A major area of focus in the current cybersecurity policy discussion is how growing adoption of encryption impacts law enforcement and national security, and whether new policies should be developed in response. This post briefly evaluates several potential outcomes of the debate, and provides Rapid7's current position on each.
Rapid7 has great respect for the work of our law enforcement and intelligence agencies. As a cybersecurity company that constantly strives to protect our clients from cybercrime and industrial espionage, we appreciate law enforcement's role in deterring and prosecuting wrongdoers. We also recognize the critical need for effective technical tools to counter the serious and growing threats to our networks and personal devices. Encryption is one such tool.

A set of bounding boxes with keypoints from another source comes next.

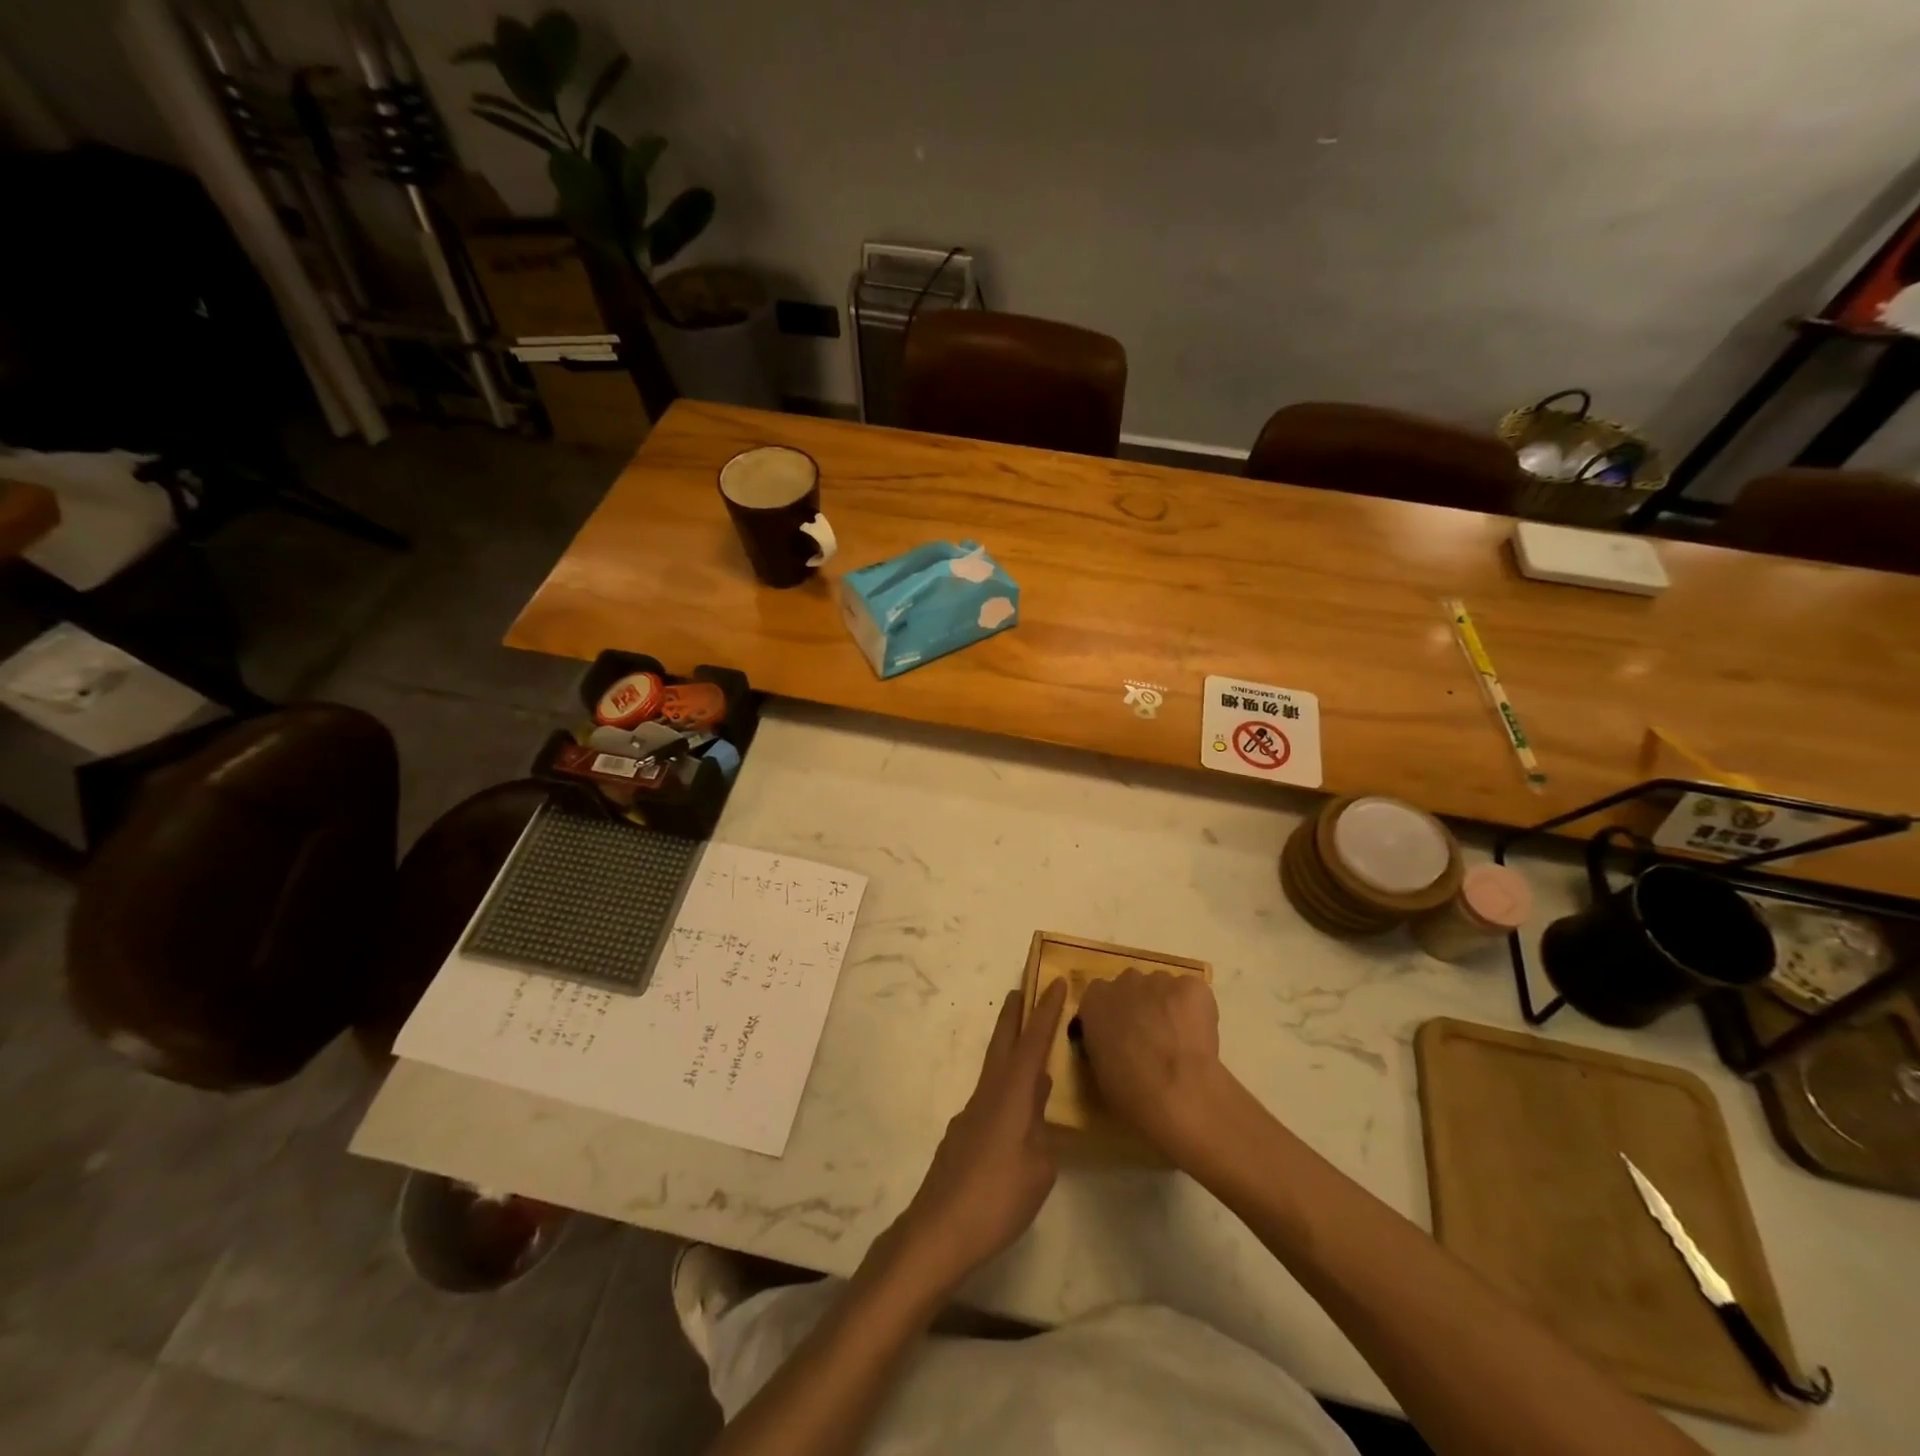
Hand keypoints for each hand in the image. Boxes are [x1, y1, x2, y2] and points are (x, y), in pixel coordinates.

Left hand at [893, 980, 1066, 1292]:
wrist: (938, 1229)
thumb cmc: (997, 1197)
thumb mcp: (1039, 1170)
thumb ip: (1042, 1137)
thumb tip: (1037, 1119)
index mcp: (1011, 1095)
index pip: (1033, 1043)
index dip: (1046, 1012)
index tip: (1056, 981)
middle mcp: (989, 1094)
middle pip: (1003, 1043)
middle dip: (1015, 1015)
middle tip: (1023, 989)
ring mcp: (972, 1114)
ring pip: (996, 1070)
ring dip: (1011, 1050)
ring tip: (1030, 1049)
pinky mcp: (963, 1136)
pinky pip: (991, 1098)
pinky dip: (1007, 1089)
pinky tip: (1018, 1114)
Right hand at [1076, 969, 1231, 1159]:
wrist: (1175, 1089)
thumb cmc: (1129, 1089)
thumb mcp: (1099, 1068)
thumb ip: (1102, 1043)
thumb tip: (1114, 1044)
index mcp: (1095, 999)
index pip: (1100, 997)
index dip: (1114, 1016)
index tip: (1122, 1037)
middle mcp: (1125, 980)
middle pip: (1132, 986)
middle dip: (1141, 1006)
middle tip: (1152, 1039)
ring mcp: (1160, 980)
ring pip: (1164, 988)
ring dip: (1168, 1007)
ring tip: (1180, 1041)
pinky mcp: (1193, 986)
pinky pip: (1193, 993)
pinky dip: (1196, 1010)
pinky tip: (1199, 1036)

Encryption is a fundamental means of protecting data from unauthorized access or use. Commerce, government, and individual internet users depend on strong security for our communications. For example, encryption helps prevent unauthorized parties from reading sensitive communications – like banking or health information – traveling over the internet. Another example: encryption underpins certificates that demonstrate authenticity (am I who I say I am?), so that we can have high confidence that a digital communication – such as a computer software security update – is coming from the right source and not a man-in-the-middle attacker. The growing adoption of encryption for features like these has made users much more safe than we would be without it. Rapid7 believes companies and technology innovators should be able to use the encryption protocols that best protect their customers and fit their service model – whether that protocol is end-to-end encryption or some other system.
However, we also recognize this increased data security creates a security trade-off. Law enforcement will at times encounter encryption that it cannot break by brute force and for which only the user – not the software vendor – has the key, and this will hinder lawful searches. The FBI's recently concluded efforts to access the cell phone belonging to deceased terrorist Syed Farook of San Bernardino, California, was a case study in this very issue. Although the prevalence of systems currently secured with end-to-end encryption with no other means of access should not be overstated, law enforcement search attempts may be thwarted more often as communications evolve to use unbreakable encryption with greater frequency. This prospect has tempted government agencies to seek novel ways around encryption. While we do not find fault with law enforcement agencies attempting to execute valid search or surveillance orders, several of the options under debate for circumventing encryption pose broad negative implications for cybersecurity.
One option under discussion is a legal requirement that companies weaken encryption by creating a means of "exceptional access" to software and communications services that government agencies can use to unlock encrypted data. This option could take two forms – one in which the government agencies hold the decryption keys (unmediated access), and one in which the software creator or another third party holds the decryption keys (mediated access). Both models would impose significant security risks for the underlying software or service by creating attack surfaces for bad actors, including cybercriminals and unfriendly international governments. For this reason, Rapid7 does not support a legal requirement for companies or developers to undermine encryption for facilitating government access to encrypted data.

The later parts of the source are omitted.